■ Exercise requirements:
Within the data that follows, tally every line containing "Chambers". Provide only the tally.

■ Exercise input:
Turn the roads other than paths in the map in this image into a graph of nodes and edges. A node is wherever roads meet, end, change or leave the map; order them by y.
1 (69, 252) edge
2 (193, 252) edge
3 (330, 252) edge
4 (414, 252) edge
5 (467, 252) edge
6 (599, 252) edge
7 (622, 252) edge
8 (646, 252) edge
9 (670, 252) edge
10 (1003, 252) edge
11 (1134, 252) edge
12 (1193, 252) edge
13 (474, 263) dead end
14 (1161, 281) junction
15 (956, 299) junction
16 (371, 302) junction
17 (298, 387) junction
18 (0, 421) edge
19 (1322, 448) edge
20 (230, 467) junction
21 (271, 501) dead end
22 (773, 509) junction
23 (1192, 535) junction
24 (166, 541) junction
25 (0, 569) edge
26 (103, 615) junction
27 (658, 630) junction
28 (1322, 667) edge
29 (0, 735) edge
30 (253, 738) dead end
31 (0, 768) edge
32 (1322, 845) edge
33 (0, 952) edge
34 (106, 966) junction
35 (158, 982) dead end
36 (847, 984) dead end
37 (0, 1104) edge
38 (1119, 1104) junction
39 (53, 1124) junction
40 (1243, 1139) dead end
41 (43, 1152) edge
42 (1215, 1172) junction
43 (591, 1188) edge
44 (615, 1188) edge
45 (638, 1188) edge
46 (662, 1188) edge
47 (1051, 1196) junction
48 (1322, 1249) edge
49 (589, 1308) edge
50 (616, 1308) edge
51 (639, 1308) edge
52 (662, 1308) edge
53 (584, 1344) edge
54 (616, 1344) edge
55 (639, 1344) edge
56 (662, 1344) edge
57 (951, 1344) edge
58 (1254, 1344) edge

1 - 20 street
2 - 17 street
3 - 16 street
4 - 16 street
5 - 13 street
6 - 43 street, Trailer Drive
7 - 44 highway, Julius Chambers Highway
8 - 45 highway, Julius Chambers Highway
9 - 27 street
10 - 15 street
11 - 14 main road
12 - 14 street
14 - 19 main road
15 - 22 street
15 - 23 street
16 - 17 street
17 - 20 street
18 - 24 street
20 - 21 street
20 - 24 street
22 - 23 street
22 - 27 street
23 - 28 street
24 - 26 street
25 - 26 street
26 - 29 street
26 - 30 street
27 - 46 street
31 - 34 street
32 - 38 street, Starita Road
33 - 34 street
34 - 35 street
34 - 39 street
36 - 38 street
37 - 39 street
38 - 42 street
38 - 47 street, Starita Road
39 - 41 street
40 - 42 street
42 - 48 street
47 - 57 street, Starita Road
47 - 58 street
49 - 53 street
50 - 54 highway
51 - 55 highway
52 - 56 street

■ Answer to this exercise:
2